Adaptive Evolution: At the mercy of viruses

  1. Claus O Wilke
  2. Sara L Sawyer  Is a corresponding author
  1. The University of Texas at Austin, United States
  2. University of Colorado Boulder, United States

A long-standing quest in evolutionary biology has been to identify the mechanisms that cause genomes to change and diversify over time. One celebrated theory, the neutral theory, argues that the vast majority of mutations found in genomes are of no consequence, and that mutations persist entirely by random chance (Kimura, 1983). Alternatively, mutations may persist because they are adaptive; that is, the organism is better off having the mutation than not. Now, in eLife, David Enard, Le Cai, Carina Gwennap and Dmitri Petrov from Stanford University argue that viruses are one of the major drivers of adaptive mutations in the human genome and in mammalian genomes in general (Enard et al., 2016).
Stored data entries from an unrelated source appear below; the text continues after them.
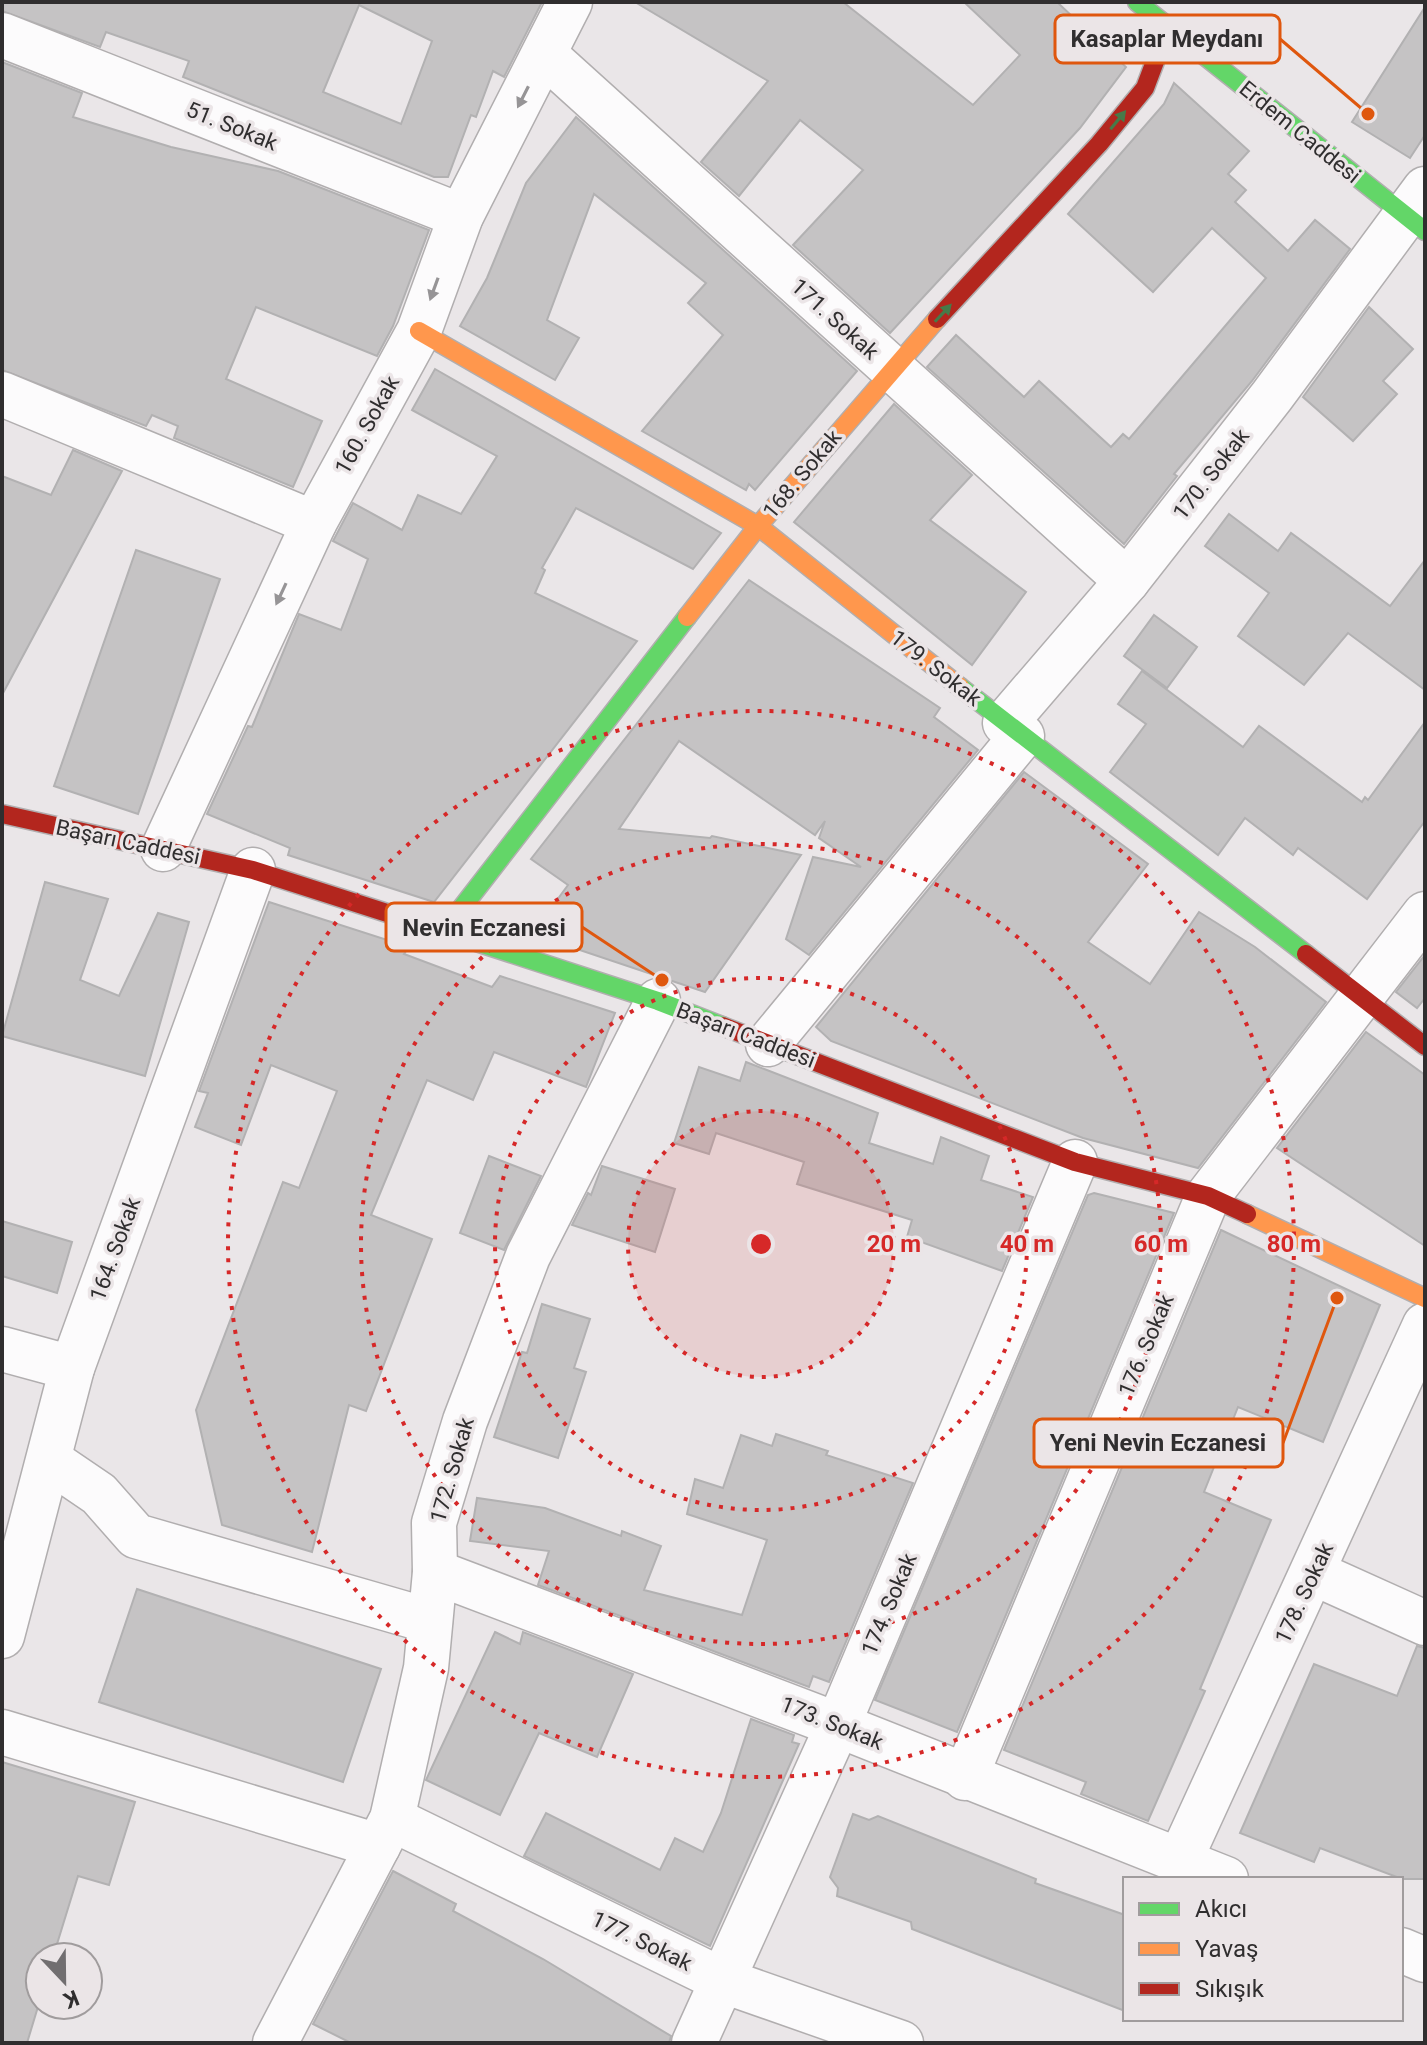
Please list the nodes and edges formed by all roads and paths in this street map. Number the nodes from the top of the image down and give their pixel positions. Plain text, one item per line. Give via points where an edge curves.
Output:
1 (570, 2) edge
2 (1137, 2) edge
3 (1168, 27) junction
4 (2, 35) edge
5 (545, 55) junction
6 (1419, 213) edge
7 (461, 216) junction
8 (419, 331) junction
9 (890, 370) junction
10 (2, 394) edge
11 (314, 523) junction
12 (758, 526) junction
13 (1127, 581) junction
14 (1014, 729) junction
15 (2, 814) edge
16 (163, 849) junction
17 (253, 870) junction
18 (1425, 914) edge
19 (443, 932) junction
20 (1362, 1000) junction
21 (658, 1001) junction
22 (768, 1044) junction
23 (1425, 1046) edge
24 (1075, 1162) junction
25 (1208, 1196) junction
26 (1425, 1298) edge
27 (1425, 1325) edge
28 (2, 1349) edge
29 (72, 1368) junction
30 (49, 1460) junction
31 (435, 1572) junction
32 (1314, 1573) junction
33 (430, 1621) junction
34 (1425, 1623) edge
35 (2, 1636) edge
36 (838, 1725) junction
37 (2, 1732) edge
38 (965, 1778) junction
39 (385, 1832) junction
40 (1180, 1860) junction
41 (1221, 1877) edge
42 (1403, 1951) edge
43 (1425, 1960) edge
44 (724, 1981) junction
45 (275, 2043) edge
46 (694, 2043) edge
47 (901, 2043) edge

1 - 5 street, 160. Sokak
2 - 3 street, Erdem Caddesi
3 - 6 street, Erdem Caddesi
9 -> 3 street, 168. Sokak via 1145,88
4 - 7 street, 51. Sokak
5 -> 7 street, 160. Sokak
5 - 9 street, 171. Sokak
6 - 13 street, 170. Sokak
7 -> 8 street, 160. Sokak
8 - 11 street, 160. Sokak
8 - 12 street, 179. Sokak
9 - 12 street, 168. Sokak
9 - 13 street, 171. Sokak
10 - 11 street
11 -> 16 street, 160. Sokak
12 - 14 street, 179. Sokak
12 - 19 street, 168. Sokak
13 - 14 street, 170. Sokak
14 - 20 street, 179. Sokak
14 - 22 street, 170. Sokak
15 - 16 street, Başarı Caddesi
16 - 17 street, Başarı Caddesi
17 - 19 street, Başarı Caddesi
17 - 29 street, 164. Sokak
18 - 20 street, 176. Sokak
19 - 21 street, Başarı Caddesi
20 - 23 street, 179. Sokak
20 - 25 street, 176. Sokak
21 - 22 street, Başarı Caddesi
21 - 31 street, 172. Sokak via 528,1256 465,1421 434,1523
22 - 24 street, Başarı Caddesi
24 - 25 street, Başarı Caddesi
24 - 36 street, 174. Sokak
25 - 26 street, Başarı Caddesi
25 - 38 street, 176. Sokak
27 - 32 street, 178. Sokak
28 - 29 street
29 - 30 street, 164. Sokak
30 - 33 street via 99,1494 136,1536
30 - 35 street, 164. Sokak
31 - 33 street, 172. Sokak
31 - 36 street, 173. Sokak
32 - 34 street
32 - 40 street, 178. Sokak
33 - 39 street, 172. Sokak via 426,1668
36 - 38 street, 173. Sokak
36 - 44 street, 174. Sokak
37 - 39 street, 177. Sokak
38 - 40 street, 173. Sokak
39 - 44 street, 177. Sokak
39 - 45 street, 172. Sokak
40 - 41 street, 173. Sokak
42 - 43 street
44 - 46 street, 174. Sokak
44 - 47 street, 177. Sokak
Enard et al. examined patterns of molecular evolution in human proteins, comparing the patterns in proteins that interact with viruses to those that do not. How do we know which human proteins interact with viruses? Since this information is not readily available, Enard et al. had to manually search the literature and read thousands of articles to build their data set. They started out with a list of 9,861 human proteins and then searched for all articles that mentioned one of the proteins as well as the word “virus.” Each article was then examined to determine whether it established a physical interaction between the human protein and either a viral protein, viral RNA or viral DNA. This procedure yielded a final list of 1,256 proteins that physically interact with viruses. The remaining proteins in the list were used as a control group, serving as point of comparison.
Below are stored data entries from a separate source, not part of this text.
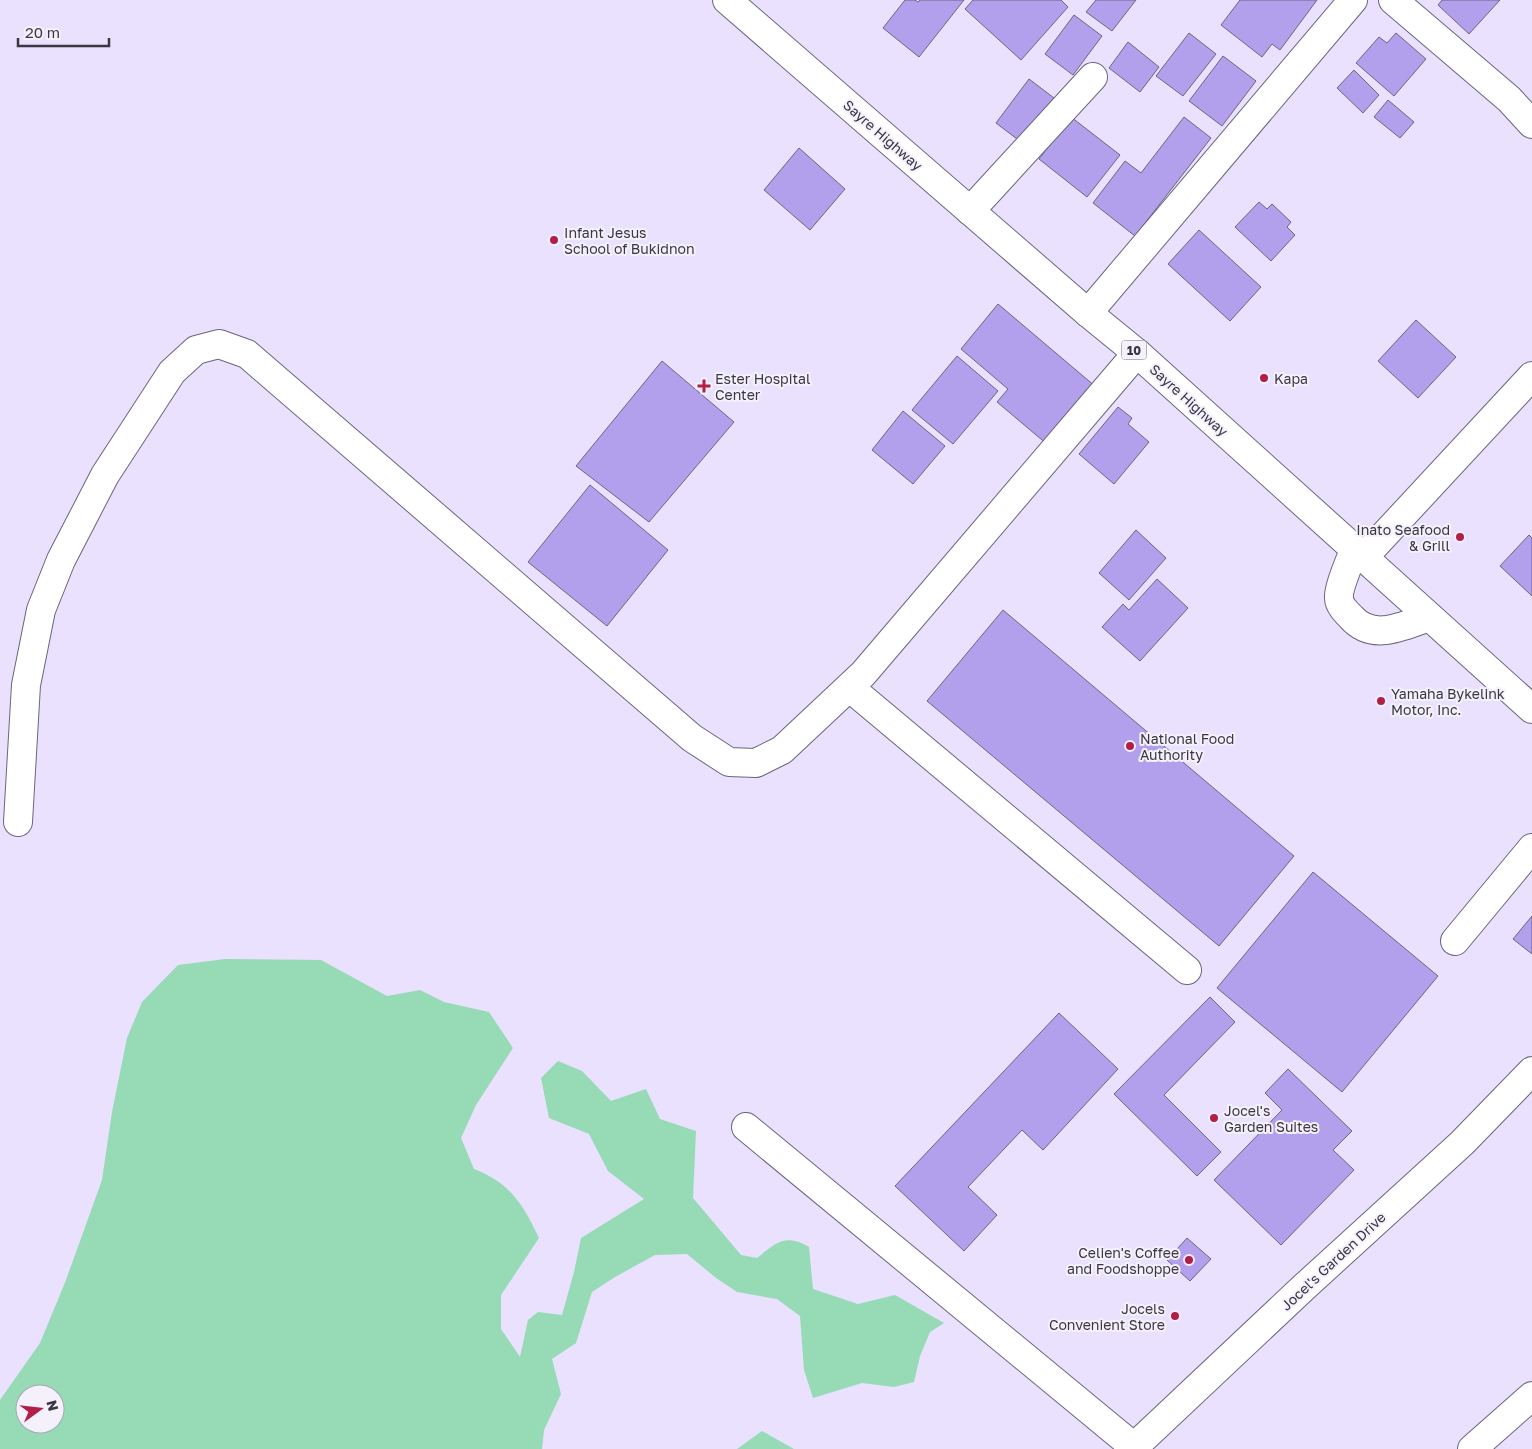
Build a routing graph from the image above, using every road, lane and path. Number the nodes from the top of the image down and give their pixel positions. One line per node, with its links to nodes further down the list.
1 (727, 0): 6 (main road, Sayre Highway / 10)
2 (1353, 0): 7 (main road)
3 (1393, 0): 5 (main road)
4 (1093, 77): 6 (main road)
5 (1532, 124)
6 (970, 211): 7 (main road, Sayre Highway / 10)
7 (1088, 313): 8 (main road, Sayre Highway / 10)
8 (1138, 353): 10 (main road, Sayre Highway / 10); 12 (main road)
9 (1532, 376): 10 (main road)
10 (1358, 554): 11 (main road, Sayre Highway / 10); 11 (main road)
11 (1428, 617): 13 (main road, Sayre Highway / 10)
12 (849, 687): 14 (main road); 17 (main road)
13 (1532, 709)
14 (18, 822)
15 (1532, 848): 16 (main road)
16 (1455, 941)
17 (1187, 970)
18 (1532, 1071): 21 (main road, Jocel's Garden Drive)
19 (746, 1127): 21 (main road)
20 (1532, 1396): 22 (main road)
21 (1133, 1448)
22 (1472, 1449)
To assess the extent of adaptation in these proteins, Enard et al. used a test that compares patterns of mutations in the DNA sequences that encode the proteins (McDonald and Kreitman, 1991). This test separates mutations into four different types. First, it defines substitutions as those shared by all individuals in a population, and polymorphisms as those only present in some individuals. Furthermore, mutations can occur at “functional” sites, where they can modify the protein that gets expressed, or at “neutral” sites, where they have no effect on the final protein. Under the neutral theory, we expect the ratio of functional versus neutral mutations to be the same whether we are considering substitutions or polymorphisms (Figure 1A). Conversely, if some functional mutations are adaptive and result in increased fitness, then natural selection will have acted to drive an increase in the frequency of functional mutations until they are shared by all individuals. In this case, the ratio of functional versus neutral mutations will be greater for substitutions than it will be for polymorphisms (Figure 1B). More importantly for the study by Enard et al., the two ratios can also be used to estimate the fraction of substitutions driven by adaptation (Smith and Eyre-Walker, 2002).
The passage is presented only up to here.